Union krallt sich an Details Doppelpass offenbart Triumph der SPD
28.03.2014, 15:26 Uhr
Rechts der CDU ist reichlich Platz: Atomkraft, Wehrpflicht, Homoehe - Angela Merkel hat die Politik der Union sozialdemokratisiert.
(Foto: REUTERS)
Die Doppelpass-Pläne der Großen Koalition sind bürokratisch und integrationsfeindlich. Der vermeintlich schlechte Kompromiss offenbart, wie wenig Einfluss rechte Kräfte in der Union noch auf die Politik in Deutschland haben.
Die türkische Gemeinde schimpft, der Zentralrat der Muslime quengelt, selbst aus den eigenen Reihen ertönen Stimmen der Missgunst. Mit ihrem Ja zum Doppelpass-Kompromiss entfesselt die SPD einen Sturm der Kritik. Doch tatsächlich hat die Partei allen Grund, stolz darauf zu sein. Der Kompromiss manifestiert den Triumph sozialdemokratischer Politik über rechte Kräfte in der Union.
Keine Frage: Die Regelung ist nicht perfekt. Sie ist bürokratisch und integrationsfeindlich. Doch bei einem distanzierteren Blick ist das nicht das Entscheidende. Dann nämlich zeigt der Doppelpass-Kompromiss, wie wenig Einfluss konservative Kräfte in der Union noch auf die deutsche Politik haben. Sie krallen sich an eine Detailregelung - den Kampf um das Wesentliche haben sie längst verloren.
C steht nicht für Konservativ
Die Konservativen in der Union haben ein Mantra: Rechts der CDU gibt es keinen Platz für eine andere Partei. Seit Angela Merkel die Truppe führt, kann davon aber keine Rede mehr sein. Atomenergie, Wehrpflicht, Homoehe - unter ihrer Regentschaft näherte sich die Politik der Union mehr und mehr der von Sozialdemokraten und Grünen an. Auch der Satz: "Der Islam ist ein Teil von Deutschland" stammt von einem CDU-Politiker, Ex-Bundespräsident Christian Wulff. Zuletzt scheiterte auch noch die CSU grandios mit ihrer antirumänischen Kampagne "Wer betrügt, der fliegt". Die Bundesregierung verabschiedet einen Bericht, der die Thesen Horst Seehofers zum Sozialtourismus weitgehend widerlegt. Kurzum: Im Jahre 2014 ist rechts der Union reichlich Platz. Die AfD ist nur ein offensichtliches Indiz dafür. Und jetzt wankt auch noch eines der letzten Relikte einer Zeit, in der die Rechten in der Union noch den Ton in der Partei mitbestimmen konnten.

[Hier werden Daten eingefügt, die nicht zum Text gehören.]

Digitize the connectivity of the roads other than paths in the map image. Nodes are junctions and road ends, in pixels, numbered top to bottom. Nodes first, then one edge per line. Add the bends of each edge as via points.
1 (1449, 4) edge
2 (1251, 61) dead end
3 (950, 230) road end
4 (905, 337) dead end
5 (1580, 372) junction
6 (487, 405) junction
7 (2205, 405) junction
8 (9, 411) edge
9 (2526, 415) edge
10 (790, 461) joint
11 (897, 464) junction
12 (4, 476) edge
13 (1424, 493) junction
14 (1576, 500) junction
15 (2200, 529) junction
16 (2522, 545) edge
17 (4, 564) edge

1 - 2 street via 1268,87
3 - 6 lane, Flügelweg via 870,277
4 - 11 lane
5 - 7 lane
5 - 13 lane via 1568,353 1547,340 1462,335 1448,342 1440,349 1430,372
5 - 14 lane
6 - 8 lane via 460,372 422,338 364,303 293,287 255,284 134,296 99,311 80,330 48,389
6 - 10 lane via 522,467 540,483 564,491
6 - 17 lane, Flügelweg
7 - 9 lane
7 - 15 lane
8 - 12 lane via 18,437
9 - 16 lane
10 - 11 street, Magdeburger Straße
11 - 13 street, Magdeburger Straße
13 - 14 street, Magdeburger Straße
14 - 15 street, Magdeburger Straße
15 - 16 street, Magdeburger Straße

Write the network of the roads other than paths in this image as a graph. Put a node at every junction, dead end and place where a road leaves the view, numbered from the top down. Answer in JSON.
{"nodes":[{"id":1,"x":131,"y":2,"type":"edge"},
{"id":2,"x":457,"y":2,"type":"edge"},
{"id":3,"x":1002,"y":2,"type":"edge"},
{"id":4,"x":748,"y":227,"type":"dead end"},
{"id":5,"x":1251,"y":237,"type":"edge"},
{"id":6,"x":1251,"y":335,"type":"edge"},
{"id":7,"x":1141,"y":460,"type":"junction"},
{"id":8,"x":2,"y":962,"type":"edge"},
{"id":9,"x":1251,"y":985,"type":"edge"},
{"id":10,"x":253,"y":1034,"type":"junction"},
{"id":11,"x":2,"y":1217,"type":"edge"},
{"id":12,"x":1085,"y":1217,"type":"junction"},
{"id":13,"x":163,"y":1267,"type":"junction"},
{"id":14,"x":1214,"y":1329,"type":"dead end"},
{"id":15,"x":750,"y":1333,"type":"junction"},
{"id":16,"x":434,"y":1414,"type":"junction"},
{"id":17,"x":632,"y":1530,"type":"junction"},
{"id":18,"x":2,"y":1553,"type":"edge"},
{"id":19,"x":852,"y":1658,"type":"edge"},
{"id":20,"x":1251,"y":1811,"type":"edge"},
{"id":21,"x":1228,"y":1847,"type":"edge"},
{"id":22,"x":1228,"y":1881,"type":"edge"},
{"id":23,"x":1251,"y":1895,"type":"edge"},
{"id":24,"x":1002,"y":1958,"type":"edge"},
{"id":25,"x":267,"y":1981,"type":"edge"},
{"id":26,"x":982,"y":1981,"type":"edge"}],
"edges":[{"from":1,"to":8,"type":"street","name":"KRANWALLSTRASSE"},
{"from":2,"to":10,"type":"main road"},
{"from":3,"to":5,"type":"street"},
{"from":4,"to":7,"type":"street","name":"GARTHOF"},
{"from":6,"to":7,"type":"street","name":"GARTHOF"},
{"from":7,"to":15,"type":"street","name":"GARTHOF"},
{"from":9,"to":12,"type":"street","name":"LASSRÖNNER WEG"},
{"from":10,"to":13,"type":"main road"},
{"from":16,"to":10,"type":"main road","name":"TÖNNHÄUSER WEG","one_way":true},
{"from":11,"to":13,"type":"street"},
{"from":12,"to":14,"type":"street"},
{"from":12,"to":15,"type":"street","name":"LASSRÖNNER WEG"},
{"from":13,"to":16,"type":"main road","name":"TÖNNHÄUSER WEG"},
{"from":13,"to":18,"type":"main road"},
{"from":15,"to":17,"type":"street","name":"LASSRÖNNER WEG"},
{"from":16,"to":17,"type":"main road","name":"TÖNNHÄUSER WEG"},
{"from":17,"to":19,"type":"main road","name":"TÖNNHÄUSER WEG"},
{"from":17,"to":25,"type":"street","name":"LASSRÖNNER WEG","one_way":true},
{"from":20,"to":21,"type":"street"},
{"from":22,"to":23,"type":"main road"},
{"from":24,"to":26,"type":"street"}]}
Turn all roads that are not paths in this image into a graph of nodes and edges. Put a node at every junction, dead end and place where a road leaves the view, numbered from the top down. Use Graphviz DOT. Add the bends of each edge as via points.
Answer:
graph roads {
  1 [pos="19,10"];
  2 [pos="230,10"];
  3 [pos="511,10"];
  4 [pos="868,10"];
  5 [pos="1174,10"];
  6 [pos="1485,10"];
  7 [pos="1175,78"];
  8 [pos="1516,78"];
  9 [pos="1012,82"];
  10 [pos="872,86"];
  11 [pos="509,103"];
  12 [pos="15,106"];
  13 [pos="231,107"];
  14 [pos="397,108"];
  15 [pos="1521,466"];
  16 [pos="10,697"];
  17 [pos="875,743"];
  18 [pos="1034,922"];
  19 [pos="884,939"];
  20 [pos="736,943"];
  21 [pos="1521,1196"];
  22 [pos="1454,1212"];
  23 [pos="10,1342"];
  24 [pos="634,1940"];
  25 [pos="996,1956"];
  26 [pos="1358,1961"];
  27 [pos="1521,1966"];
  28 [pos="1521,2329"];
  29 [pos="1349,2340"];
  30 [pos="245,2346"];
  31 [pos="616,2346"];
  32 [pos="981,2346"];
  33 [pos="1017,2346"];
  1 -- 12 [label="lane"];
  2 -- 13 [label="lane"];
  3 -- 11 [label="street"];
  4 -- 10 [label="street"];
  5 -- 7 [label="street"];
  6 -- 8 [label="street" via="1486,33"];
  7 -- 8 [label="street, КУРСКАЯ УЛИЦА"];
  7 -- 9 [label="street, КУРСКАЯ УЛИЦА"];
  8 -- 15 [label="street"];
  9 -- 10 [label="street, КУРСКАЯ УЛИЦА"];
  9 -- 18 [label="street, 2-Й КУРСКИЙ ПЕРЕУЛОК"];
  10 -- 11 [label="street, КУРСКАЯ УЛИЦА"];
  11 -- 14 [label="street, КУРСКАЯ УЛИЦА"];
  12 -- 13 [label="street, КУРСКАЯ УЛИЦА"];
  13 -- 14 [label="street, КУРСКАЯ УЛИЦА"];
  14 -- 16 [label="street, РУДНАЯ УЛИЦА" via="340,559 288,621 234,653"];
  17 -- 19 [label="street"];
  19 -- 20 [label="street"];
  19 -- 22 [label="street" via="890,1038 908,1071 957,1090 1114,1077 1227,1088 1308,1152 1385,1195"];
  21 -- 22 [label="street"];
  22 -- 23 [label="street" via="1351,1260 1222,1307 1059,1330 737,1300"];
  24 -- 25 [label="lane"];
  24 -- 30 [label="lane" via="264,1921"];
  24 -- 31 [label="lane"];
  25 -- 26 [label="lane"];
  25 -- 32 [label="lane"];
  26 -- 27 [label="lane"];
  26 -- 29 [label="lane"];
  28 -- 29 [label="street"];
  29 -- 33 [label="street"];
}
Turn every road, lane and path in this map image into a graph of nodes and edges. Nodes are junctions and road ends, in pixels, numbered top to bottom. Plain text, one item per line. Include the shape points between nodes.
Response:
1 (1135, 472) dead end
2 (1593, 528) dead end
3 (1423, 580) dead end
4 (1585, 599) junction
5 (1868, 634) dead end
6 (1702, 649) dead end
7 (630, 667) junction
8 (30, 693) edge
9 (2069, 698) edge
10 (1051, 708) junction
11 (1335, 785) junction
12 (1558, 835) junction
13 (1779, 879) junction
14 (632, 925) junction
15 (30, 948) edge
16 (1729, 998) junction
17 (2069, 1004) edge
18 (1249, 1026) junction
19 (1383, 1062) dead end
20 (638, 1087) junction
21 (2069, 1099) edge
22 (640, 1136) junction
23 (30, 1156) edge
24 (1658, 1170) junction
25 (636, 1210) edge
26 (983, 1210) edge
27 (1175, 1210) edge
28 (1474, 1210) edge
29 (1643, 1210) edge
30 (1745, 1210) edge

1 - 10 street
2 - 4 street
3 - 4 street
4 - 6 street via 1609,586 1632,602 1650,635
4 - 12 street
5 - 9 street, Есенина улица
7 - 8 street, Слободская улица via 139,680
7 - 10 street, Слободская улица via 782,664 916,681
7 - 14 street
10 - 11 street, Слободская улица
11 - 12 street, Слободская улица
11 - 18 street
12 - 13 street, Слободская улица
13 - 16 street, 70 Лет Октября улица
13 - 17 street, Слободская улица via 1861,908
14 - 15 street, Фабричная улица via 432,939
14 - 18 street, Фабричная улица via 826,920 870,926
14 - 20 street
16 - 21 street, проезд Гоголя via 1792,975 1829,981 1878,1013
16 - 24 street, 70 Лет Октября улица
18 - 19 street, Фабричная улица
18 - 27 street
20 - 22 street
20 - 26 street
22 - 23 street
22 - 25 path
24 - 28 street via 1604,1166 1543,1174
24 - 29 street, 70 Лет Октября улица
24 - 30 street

Der Doppelpass-Kompromiss zeigt: Auch die Optionspflicht ist dem Ende geweiht. Künftig, das sieht die Vereinbarung von Justizminister Heiko Maas und Innenminister Thomas de Maizière vor, dürfen die Kinder von Türken, Argentiniern oder Chinesen, die in Deutschland zur Welt bekommen sind, zwei Staatsbürgerschaften tragen.
Bis die letzten Hürden fallen, ist nur eine Frage der Zeit
Allen (irrationalen) Ängsten vor "Dienern zweier Herren" zum Trotz: Die Konservativen in der Union konnten lediglich erreichen, dass die Kinder von Ausländern nachweisen müssen, dass sie mindestens sechs Jahre in Deutschland gelebt haben und hier zur Schule oder in die Berufsausbildung gegangenen sind. Eine Einschränkung, die umso absurder wirkt, je genauer man sie betrachtet. In der Praxis dürfte es nur den allerwenigsten Kindern von Zuwanderern schwerfallen, diese Nachweise vorzulegen. Faktisch ist die doppelte Staatsbürgerschaft etabliert. Der Rest ist Symbolik.
Kritik und Häme sollte die SPD entsprechend gelassen hinnehmen. Bis die letzten bürokratischen Hürden fallen, wird es nicht mehr lange dauern. Und selbst wenn doch, gilt: Wie viele ihrer Grundfesten die Union im vergangenen Jahrzehnt zugunsten sozialdemokratischer Positionen geräumt hat, ist beispiellos in der Geschichte der Bundesrepublik. Das hat der SPD zwar in der Wählergunst wenig genutzt, ideologisch allerdings, ist es ein Sieg.